EXERCISE DIRECTIONS: Looking at the entries, say how many lines contain the string "main". Offer nothing besides the number.

Saved entries:
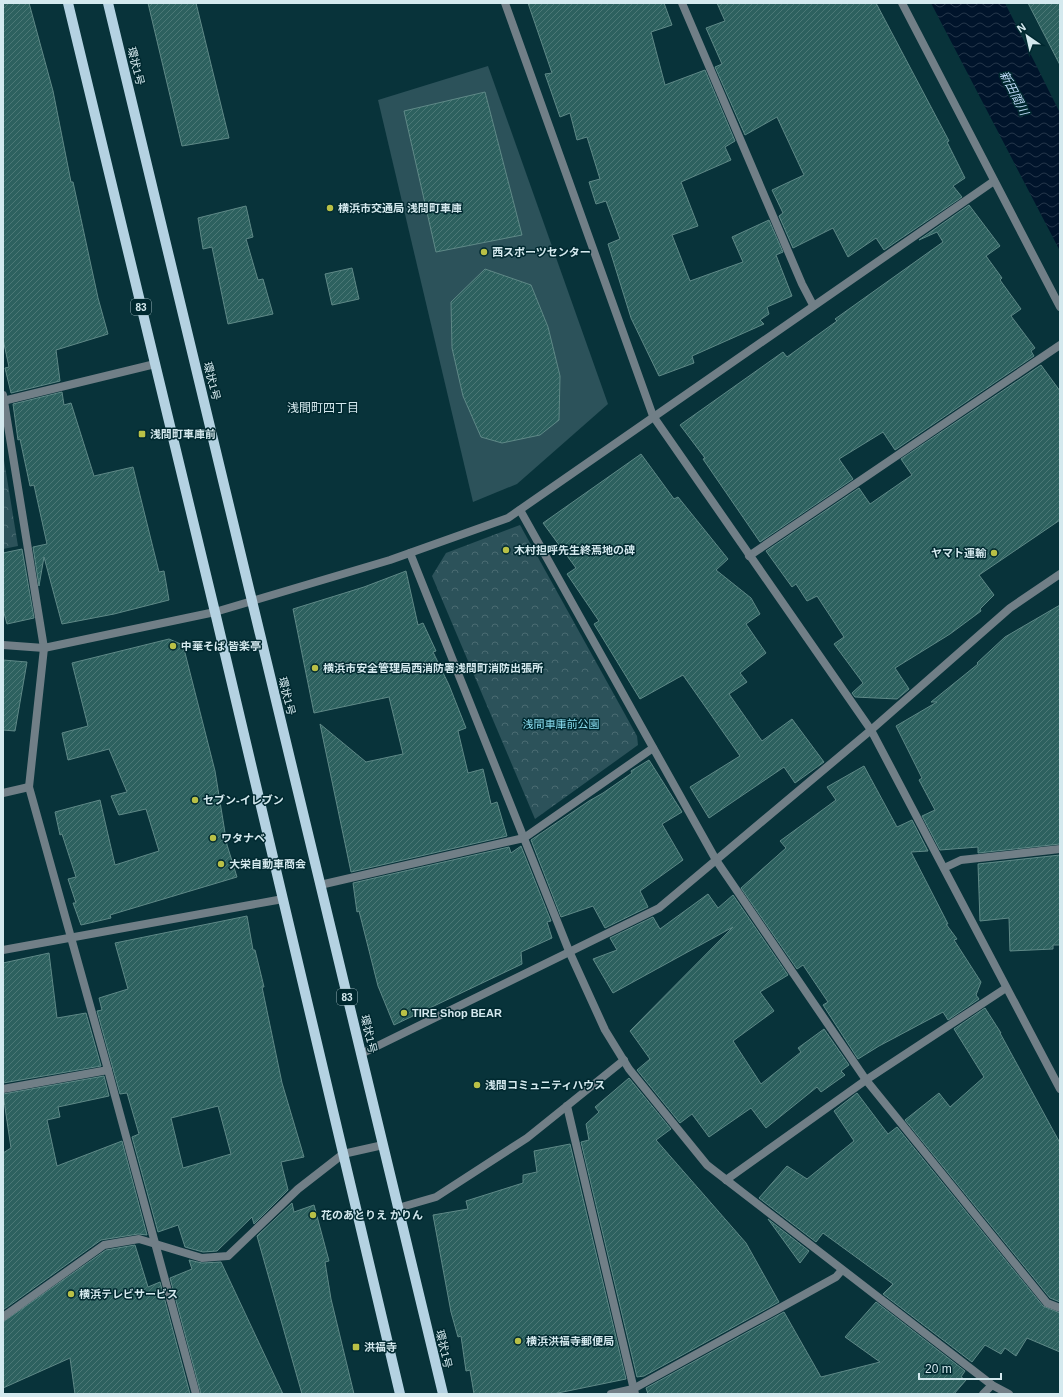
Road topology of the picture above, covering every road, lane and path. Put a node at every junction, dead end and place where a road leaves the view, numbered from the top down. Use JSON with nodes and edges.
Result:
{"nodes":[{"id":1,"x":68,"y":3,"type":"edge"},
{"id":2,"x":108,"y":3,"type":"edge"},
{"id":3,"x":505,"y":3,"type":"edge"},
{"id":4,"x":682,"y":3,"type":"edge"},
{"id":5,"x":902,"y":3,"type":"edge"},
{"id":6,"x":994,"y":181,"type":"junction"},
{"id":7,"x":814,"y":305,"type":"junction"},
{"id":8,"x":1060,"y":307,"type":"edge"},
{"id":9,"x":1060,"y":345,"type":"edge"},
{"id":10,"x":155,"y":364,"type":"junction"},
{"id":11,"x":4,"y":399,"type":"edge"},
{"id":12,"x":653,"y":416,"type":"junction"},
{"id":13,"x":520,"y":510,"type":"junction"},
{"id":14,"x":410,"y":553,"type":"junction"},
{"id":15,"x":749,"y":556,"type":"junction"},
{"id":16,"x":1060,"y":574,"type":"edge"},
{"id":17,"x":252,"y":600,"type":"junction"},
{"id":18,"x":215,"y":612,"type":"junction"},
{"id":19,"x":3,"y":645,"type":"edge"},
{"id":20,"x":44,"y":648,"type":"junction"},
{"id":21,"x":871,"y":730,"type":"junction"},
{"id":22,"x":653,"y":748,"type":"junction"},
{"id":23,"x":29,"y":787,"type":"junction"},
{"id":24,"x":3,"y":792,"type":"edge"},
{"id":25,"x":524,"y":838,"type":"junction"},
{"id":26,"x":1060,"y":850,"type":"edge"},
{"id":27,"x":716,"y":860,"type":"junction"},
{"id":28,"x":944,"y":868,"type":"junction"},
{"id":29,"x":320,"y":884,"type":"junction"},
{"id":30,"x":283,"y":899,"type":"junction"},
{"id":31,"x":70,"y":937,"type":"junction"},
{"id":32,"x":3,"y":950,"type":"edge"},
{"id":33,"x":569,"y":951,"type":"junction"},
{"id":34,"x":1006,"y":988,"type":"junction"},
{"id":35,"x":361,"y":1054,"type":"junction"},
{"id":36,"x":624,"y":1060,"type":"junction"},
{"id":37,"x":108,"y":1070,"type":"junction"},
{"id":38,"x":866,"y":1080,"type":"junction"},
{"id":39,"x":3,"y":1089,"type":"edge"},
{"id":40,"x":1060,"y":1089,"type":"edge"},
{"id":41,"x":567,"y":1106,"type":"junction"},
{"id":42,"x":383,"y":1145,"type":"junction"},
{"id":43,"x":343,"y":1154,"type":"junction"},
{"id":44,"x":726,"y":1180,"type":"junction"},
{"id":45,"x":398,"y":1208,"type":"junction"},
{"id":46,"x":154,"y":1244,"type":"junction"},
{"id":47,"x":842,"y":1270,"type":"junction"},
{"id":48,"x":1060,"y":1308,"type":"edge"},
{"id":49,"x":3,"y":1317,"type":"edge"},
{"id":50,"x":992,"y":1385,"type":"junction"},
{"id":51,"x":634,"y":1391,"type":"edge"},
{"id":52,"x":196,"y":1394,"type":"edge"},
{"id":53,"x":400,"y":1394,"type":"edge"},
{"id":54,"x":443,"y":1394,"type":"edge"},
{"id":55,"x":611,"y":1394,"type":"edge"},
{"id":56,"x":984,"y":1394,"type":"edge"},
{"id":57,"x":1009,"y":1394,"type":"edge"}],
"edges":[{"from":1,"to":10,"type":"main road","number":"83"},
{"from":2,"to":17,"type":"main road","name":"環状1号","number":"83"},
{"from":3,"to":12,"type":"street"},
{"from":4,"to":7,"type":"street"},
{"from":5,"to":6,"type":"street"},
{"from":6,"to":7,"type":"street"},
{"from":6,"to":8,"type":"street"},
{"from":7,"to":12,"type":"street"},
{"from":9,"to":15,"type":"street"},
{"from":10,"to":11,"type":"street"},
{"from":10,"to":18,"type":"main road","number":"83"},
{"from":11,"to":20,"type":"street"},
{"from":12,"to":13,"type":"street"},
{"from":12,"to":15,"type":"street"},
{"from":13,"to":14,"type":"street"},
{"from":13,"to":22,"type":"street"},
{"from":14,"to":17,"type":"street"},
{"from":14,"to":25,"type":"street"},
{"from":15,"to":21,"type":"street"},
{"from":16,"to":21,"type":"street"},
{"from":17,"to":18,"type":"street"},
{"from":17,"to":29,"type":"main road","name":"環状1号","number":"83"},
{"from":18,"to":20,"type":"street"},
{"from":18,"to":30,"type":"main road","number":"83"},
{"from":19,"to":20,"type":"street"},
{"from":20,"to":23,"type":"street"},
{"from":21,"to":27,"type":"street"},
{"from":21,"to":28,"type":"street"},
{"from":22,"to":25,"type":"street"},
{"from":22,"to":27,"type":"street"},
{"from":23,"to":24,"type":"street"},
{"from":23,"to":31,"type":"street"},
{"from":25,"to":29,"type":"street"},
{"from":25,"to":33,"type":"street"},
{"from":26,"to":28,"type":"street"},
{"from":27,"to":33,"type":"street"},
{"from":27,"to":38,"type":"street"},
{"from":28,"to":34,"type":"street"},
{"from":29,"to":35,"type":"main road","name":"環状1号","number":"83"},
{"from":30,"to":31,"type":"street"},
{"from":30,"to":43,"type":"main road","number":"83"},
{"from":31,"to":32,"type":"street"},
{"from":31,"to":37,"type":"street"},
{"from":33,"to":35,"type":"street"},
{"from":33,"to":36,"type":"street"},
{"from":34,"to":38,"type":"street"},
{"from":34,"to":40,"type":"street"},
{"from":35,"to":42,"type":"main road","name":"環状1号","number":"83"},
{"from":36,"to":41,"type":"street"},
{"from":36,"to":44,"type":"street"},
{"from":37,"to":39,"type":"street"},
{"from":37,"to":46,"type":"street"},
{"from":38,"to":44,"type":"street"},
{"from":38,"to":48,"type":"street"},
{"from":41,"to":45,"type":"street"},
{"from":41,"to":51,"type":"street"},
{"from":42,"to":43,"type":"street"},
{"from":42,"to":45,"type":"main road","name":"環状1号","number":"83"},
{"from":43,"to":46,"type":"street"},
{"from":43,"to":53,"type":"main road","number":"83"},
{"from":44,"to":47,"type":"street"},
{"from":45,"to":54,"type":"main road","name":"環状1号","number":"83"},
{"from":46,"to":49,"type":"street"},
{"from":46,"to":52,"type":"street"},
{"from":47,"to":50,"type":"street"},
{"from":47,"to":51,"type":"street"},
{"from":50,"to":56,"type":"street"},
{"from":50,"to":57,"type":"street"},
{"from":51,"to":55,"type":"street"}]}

EXERCISE OUTPUT: 11